Wednesday, March 18, 2009

It's time for a new allegory

I’ve been struggling for so long now. Just flipping lost in a black jungle filled with vines that want to trip me so that I can’t walk more than a few steps without falling, poisonous creatures that like to bite and send me into deep comas where there is no light, and the cold. It’s a bitter cold that seeps through any crack or pore in the skin and wraps its icy appendages around my bones and constricts until all the real warmth I’d accumulated over a lifetime was sucked mercilessly from my body.

The fact that I’ve been lost is not new to me; I’ve just not been able to put it in a way I could understand it. It’s like watching your life from a different vantage point. You can see the bad things happening, even see them transpiring in the distance, and yet you’re stuck on the damn railroad track. Stuck, held as if by powerful magnets designed to work against your very thoughts – so yeah, they ain’t letting go anytime soon. And the death train is getting closer and closer – it sounds the deep resonating whistle that stirs our very blood to the nearness of danger; and yet I still couldn’t move.

My eyes glazed over knowing I was going to be hit, smashed, obliterated by my sheer inability to jump from the tracks. Actually, there was nowhere to go if I jumped – did I mention I was stranded on a trestle over a deep gorge filled with sharp rocks and a flowing river determined to drown me. The train was a better choice, in reality and in retrospect.

And hit me it did. The force knocked me silly, bounced me off the tracks and blew me onto a nearby deserted island in the river. I was numb from the collision, thank goodness. Life was a haze of people calling to me from the river banks, trying to reach me, trying to send me life rafts, life ropes, hell, someone even airlifted in a case of Coke. I appreciated that. I was so lifeless that I curled into a fetal position and didn’t try to figure out what happened to me. I didn’t care. It was quiet on my island, at first. I could ignore people; I could ignore me.

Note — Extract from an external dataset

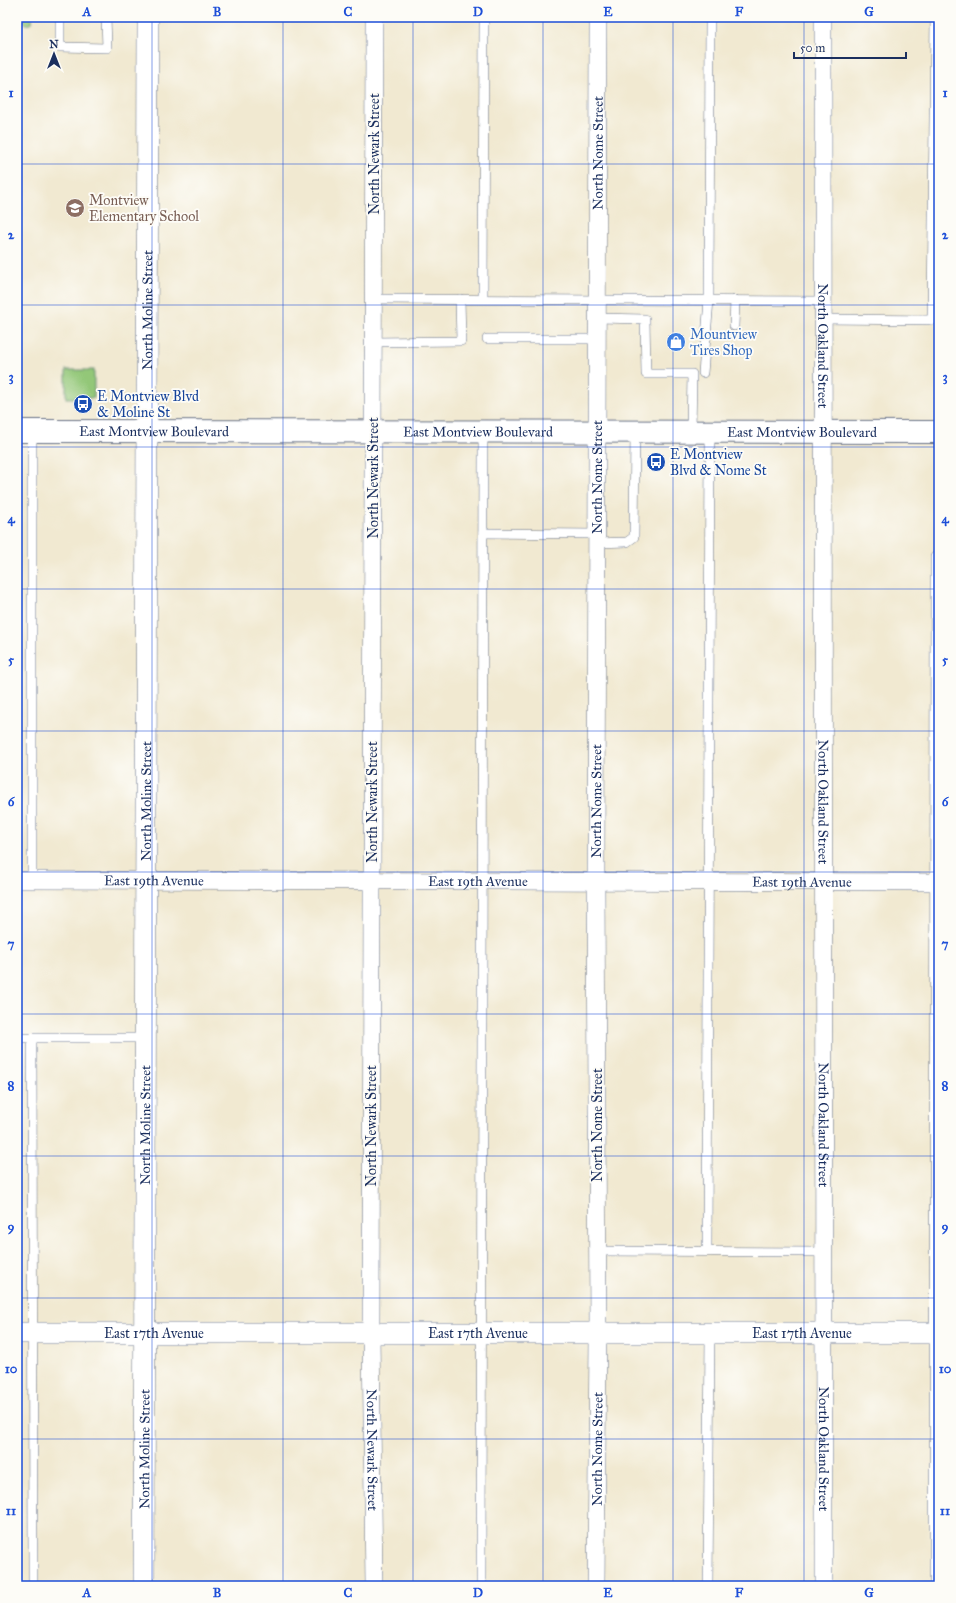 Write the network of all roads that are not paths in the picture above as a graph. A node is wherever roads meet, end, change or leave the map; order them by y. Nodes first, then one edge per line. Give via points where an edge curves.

But unfortunately the island became overgrown with silence and the numbness seeped too far into my brain, and those with good intentions just had to have me back. Some people missed me; I don’t know why. I didn’t even miss me. Totally disappearing is an interesting concept. But, here I am now. And, contrary to what people originally thought, I’ve been totally lost for a while because I’ve been forced to exist outside my tiny black island with no cognitive functions. I didn’t have any more metaphors to compare anything to so I’d have a nice order in my head. A way to understand this random new life. It’s been raw, and I’ve been failing - just letting waves of nothingness cover everything.

So I have to find a way to live off the nice black island. No more barreling death trains or islands of solitude. It’s wakey-wakey time.

New: Where I find myself now is standing next to a mangled mess of a large, luxurious car. I think it was an azure blue, and it’s been crumpled in front of me with mangled steel and fiberglass littering the ground around me. I had my safety restraints and airbag and they protected me the best they could – very well actually. But I’m still bloodied and bruised and now confused standing over the wreck that, well used to be my single most important thing (kinda). I managed to crawl out of it, and am still a little to shaken to stand. I sit in the grass medium staring at the gross wreckage wondering what happened – cause I’m foggy on that, like with most crashes. But instead of being alone, my cell is in my hand, there are people in sight, other cars who’ve stopped to help. And I can hear emergency vehicles in the distance. Now, I’m waiting to stand again.